Giustizia climatica: cos’è?
È il 1999. Corp Watch, un’organizzazione che si occupa di giornalismo d’inchiesta, rende pubblico un articolo nel quale, per la prima volta, viene utilizzato il termine “giustizia climatica”. L’intenzione è quella di risvegliare le coscienze individuali sul cambiamento climatico come questione non solo politica ed economica ma anche sociale.
Il j’accuse è chiaro: i paesi industrializzati che sono maggiormente responsabili dell’inquinamento da fonti fossili tengono fuori dalle tavole di confronto proprio le popolazioni che di quell’inquinamento ne pagano il danno al prezzo più caro. I paesi in via di sviluppo, i cittadini più poveri e indifesi, le donne ed i bambini.
La polemica si accende e la giustizia climatica diventa protagonista nel 2002 del “Climate Justice Summit”, un vertice che si tiene in contemporanea alla COP6 dell’Aia: il dibattito ha come obiettivo quello di creare una maggiore consapevolezza sulla necessità di inserire nuovi interlocutori nei negoziati internazionali che s’impegnino a far riconoscere il legame tra cambiamento climatico e diritti umani.
Chi paga i danni del cambiamento climatico?
I fenomeni metereologici estremi stanno aumentando in tutto il mondo: siccità, piogge torrenziali, uragani, tornado. A cadenza sempre più regolare.
In un rapporto riservato riportato dall’Observer, per i vertici della sicurezza USA il pericolo ambiente è superiore a quello del terrorismo.
Secondo il “Global Report on Internal Displacement” nel mondo ci sono 19,2 milioni di sfollati per calamità naturali. L’UNHCR-Alto Commissariato delle Nazioni Unite per i Rifugiati e l’IOM-Organizzazione Internazionale per le Migrazioni parla di 200 – 250 milioni di profughi ambientali entro il 2050 ma il diritto internazionale non prevede il diritto alla protezione come per i rifugiati.
L’appello della Chiesa
I vescovi della Chiesa Cattolica e i Presidenti delle conferenze episcopali hanno firmato un documento congiunto sulla giustizia climatica. Nel documento si legge:
“Il tempo è un lusso che non abbiamo. I grandi inquinatori assumano le loro responsabilità politiche e rispettino gli impegni presi in favore del clima.”

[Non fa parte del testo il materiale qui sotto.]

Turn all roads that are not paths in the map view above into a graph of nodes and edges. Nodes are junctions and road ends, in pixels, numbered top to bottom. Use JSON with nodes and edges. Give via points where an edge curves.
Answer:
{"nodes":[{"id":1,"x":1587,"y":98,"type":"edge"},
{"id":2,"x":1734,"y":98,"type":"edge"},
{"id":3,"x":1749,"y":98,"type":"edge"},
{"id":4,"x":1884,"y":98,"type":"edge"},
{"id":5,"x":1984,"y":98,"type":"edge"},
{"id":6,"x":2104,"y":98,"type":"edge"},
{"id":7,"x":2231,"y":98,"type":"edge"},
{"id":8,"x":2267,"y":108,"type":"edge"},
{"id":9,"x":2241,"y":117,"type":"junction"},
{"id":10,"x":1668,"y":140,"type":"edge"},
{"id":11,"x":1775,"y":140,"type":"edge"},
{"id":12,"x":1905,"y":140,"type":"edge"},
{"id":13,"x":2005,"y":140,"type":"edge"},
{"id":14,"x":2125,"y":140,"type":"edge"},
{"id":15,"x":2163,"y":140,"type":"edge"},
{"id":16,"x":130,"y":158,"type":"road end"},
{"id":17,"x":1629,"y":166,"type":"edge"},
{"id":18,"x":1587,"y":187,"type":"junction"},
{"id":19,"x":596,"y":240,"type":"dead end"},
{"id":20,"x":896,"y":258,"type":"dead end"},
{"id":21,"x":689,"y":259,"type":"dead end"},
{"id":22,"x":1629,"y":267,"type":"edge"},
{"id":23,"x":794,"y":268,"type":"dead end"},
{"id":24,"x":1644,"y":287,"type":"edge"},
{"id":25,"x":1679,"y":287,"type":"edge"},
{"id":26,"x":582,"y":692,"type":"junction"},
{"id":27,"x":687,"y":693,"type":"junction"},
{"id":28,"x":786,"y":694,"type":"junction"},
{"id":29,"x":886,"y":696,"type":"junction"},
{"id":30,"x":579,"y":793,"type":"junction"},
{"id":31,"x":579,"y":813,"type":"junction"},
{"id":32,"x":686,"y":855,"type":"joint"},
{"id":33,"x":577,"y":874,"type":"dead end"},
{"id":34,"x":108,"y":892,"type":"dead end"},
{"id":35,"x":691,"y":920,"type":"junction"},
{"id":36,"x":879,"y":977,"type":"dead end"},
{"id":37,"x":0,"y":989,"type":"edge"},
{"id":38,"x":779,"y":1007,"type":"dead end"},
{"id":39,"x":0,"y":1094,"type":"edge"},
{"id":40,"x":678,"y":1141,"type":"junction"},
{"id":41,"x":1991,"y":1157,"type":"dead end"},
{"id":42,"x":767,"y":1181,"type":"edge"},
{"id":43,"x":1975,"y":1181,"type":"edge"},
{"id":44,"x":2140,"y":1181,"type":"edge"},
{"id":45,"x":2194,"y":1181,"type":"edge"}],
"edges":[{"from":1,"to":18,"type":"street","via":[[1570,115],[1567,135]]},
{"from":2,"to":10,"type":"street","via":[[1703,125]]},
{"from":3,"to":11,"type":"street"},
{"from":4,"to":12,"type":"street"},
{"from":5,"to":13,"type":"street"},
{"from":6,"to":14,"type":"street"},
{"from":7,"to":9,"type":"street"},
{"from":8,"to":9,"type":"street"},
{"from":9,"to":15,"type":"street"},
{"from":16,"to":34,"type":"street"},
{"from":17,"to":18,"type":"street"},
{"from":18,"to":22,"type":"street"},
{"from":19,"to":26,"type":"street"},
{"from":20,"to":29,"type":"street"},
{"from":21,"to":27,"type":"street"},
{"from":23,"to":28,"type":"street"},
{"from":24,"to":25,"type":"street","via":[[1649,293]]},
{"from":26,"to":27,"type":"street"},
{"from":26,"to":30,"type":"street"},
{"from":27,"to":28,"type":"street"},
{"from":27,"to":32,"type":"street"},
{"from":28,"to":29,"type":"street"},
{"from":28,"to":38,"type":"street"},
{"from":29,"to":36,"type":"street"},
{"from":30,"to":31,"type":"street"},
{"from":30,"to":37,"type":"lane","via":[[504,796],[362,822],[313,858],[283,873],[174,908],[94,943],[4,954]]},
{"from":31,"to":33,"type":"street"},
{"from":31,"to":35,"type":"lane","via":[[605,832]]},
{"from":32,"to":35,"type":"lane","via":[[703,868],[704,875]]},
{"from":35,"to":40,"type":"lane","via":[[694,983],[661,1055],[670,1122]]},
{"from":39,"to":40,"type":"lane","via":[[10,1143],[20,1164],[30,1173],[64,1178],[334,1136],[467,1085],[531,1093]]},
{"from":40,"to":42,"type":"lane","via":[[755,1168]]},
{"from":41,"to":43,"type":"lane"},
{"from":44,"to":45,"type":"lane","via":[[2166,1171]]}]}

Giustizia climatica, giustizia energetica e accesso al cibo sono i punti centrali dell’appello lanciato in occasione della COP24: mantenere il riscaldamento globale sotto l’1,5°, promuovere la sostenibilità e favorire la transizione energetica dalle fonti fossili alle fonti rinnovabili, trasformare l’attuale modello agroalimentare per fornire cibo sano ed accessibile a tutti.
“È necessario ed urgente – ha dichiarato Michel Roy il Segretario Generale di Caritas Internationalis – un profondo cambiamento nella direzione delle questioni climatiche. Possiamo salvare il pianeta e chi è a maggior rischio d’impatto delle condizioni metereologiche estreme, ma per fare ciò abbiamo bisogno della volontà politica.”